### [Work order]
Tell how many lines in the following entries include the word "FANNING", giving the figure alone.

### [Source records]
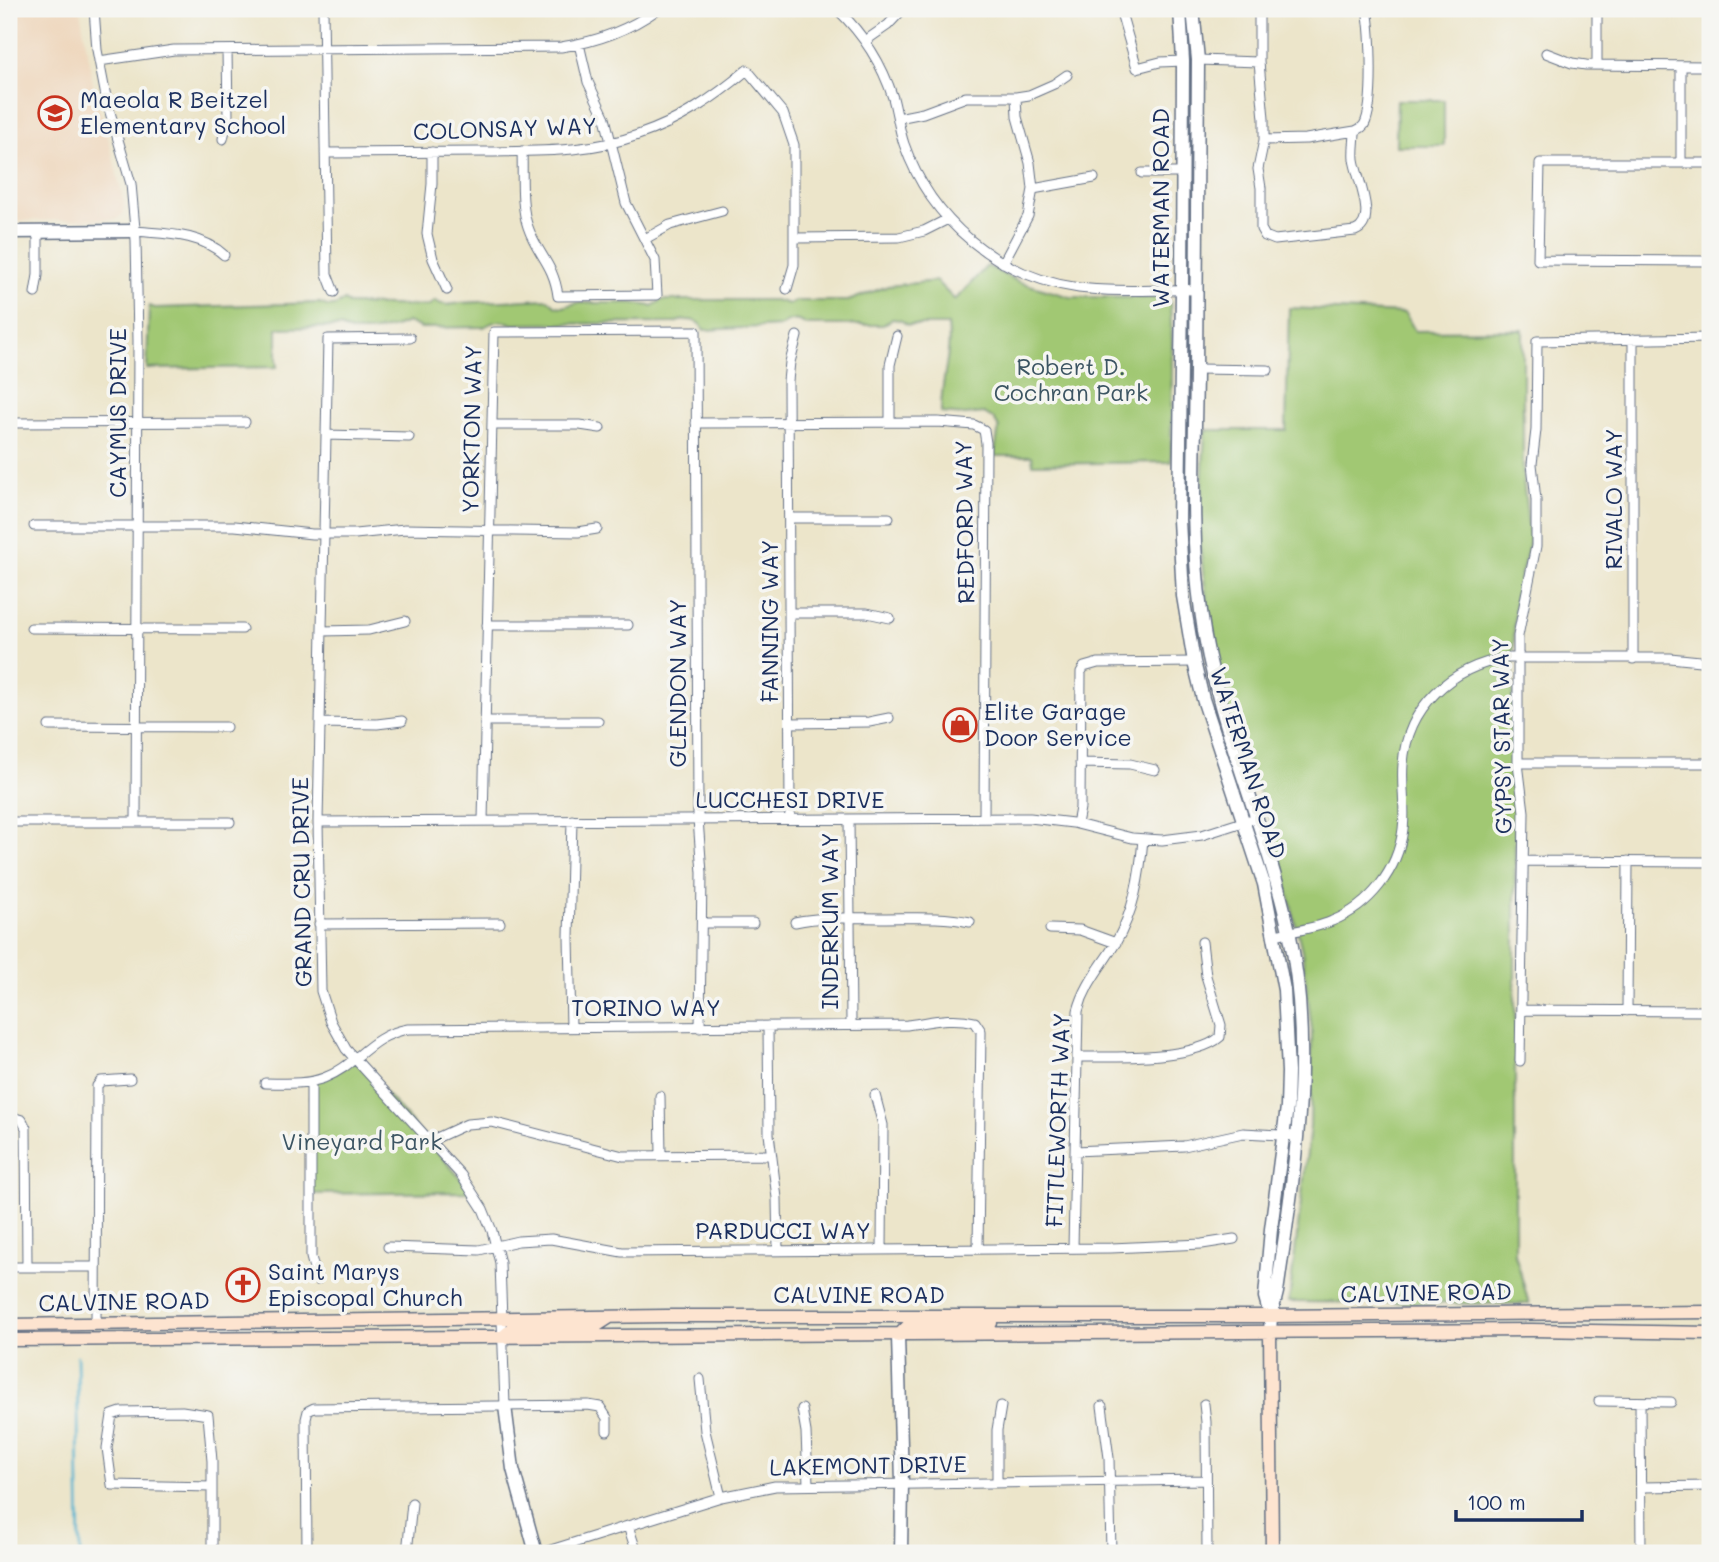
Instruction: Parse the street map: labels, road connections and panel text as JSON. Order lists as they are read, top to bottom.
{
  "streets": {
    "main road": ["WATERMAN ROAD", "CALVINE ROAD"],
    "street": [
      "COLONSAY WAY",
      "CAYMUS DRIVE",
      "YORKTON WAY",
      "RIVALO WAY",
      "REDFORD WAY",
      "FANNING WAY",
      "GLENDON WAY",
      "GYPSY STAR WAY",
      "LUCCHESI DRIVE",
      "GRAND CRU DRIVE",
      "INDERKUM WAY",
      "TORINO WAY",
      "FITTLEWORTH WAY",
      "PARDUCCI WAY",
      "LAKEMONT DRIVE"
    ]
  },
  "crossings": [
    ["WATERMAN ROAD", "LUCCHESI DRIVE"],
    ["WATERMAN ROAD", "CALVINE ROAD"],
    ["YORKTON WAY", "REDFORD WAY"],
    ["YORKTON WAY", "GLENDON WAY"],
    ["YORKTON WAY", "LUCCHESI DRIVE"],
    ["RIVALO WAY", "GYPSY STAR WAY"],
    ["REDFORD WAY", "FANNING WAY"],
    ["REDFORD WAY", "GLENDON WAY"],
    ["REDFORD WAY", "LUCCHESI DRIVE"],
    ["FANNING WAY", "LUCCHESI DRIVE"],
    ["GLENDON WAY", "LUCCHESI DRIVE"],
    ["GLENDON WAY", "TORINO WAY"],
    ["LUCCHESI DRIVE", "GRAND CRU DRIVE"],
    ["LUCCHESI DRIVE", "INDERKUM WAY"],
    ["LUCCHESI DRIVE", "FITTLEWORTH WAY"],
    ["GRAND CRU DRIVE", "TORINO WAY"],
    ["GRAND CRU DRIVE", "PARDUCCI WAY"],
    ["GRAND CRU DRIVE", "CALVINE ROAD"],
    ["INDERKUM WAY", "TORINO WAY"],
    ["TORINO WAY", "PARDUCCI WAY"],
    ["FITTLEWORTH WAY", "PARDUCCI WAY"]
  ],
  "parks": ["Robert D. Cochran Park", "Vineyard Park"],
  "places": {
    "school or university": ["Maeola R Beitzel Elementary School"],
    "shop": ["Elite Garage Door Service"],
    "church": ["Saint Marys Episcopal Church"]
  },
  "scale_bar": "100 m"
}
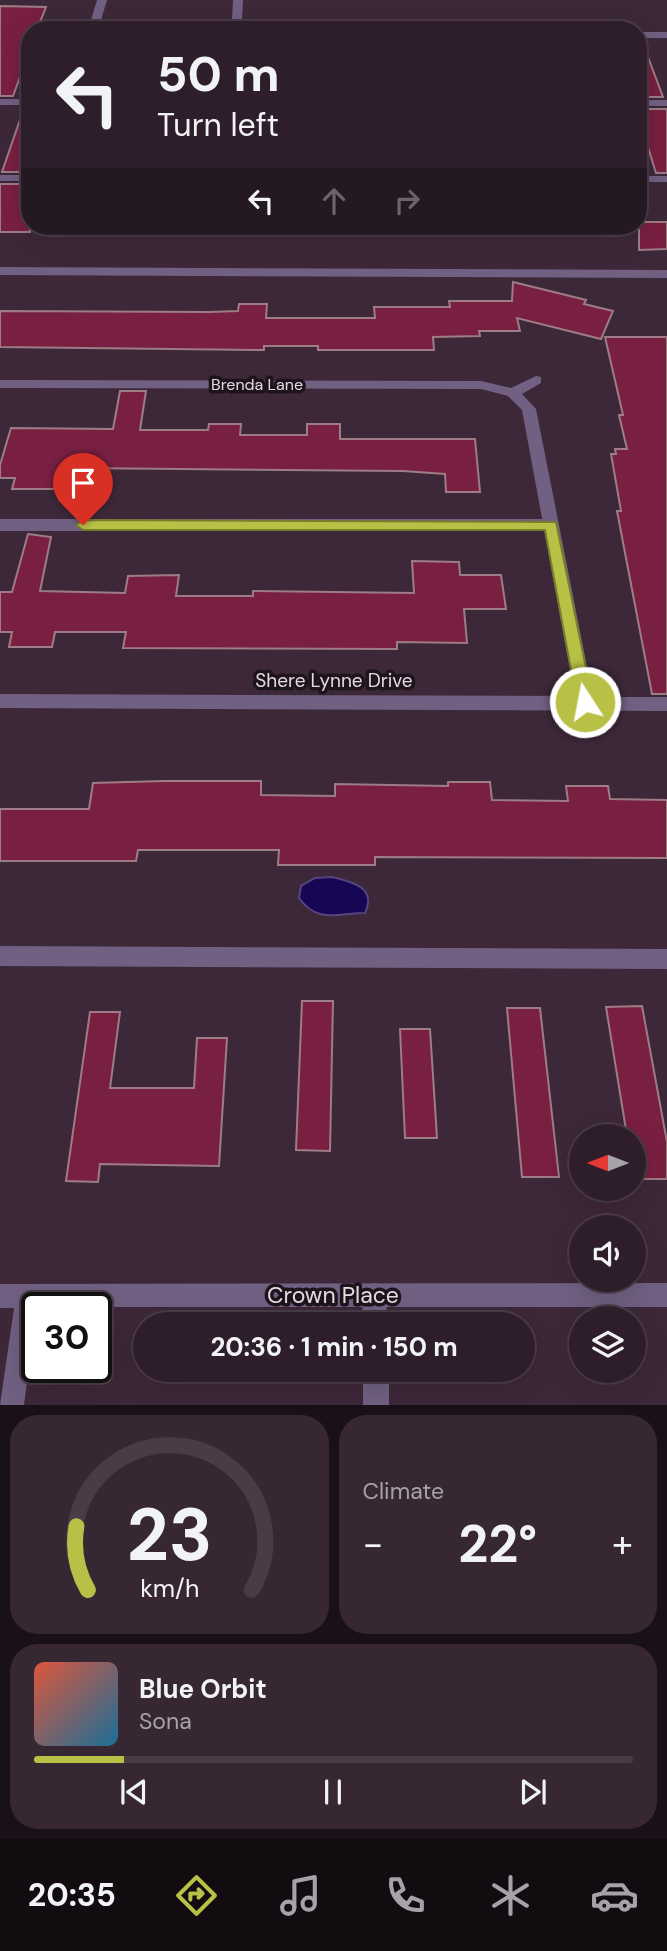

### [Exercise result]
3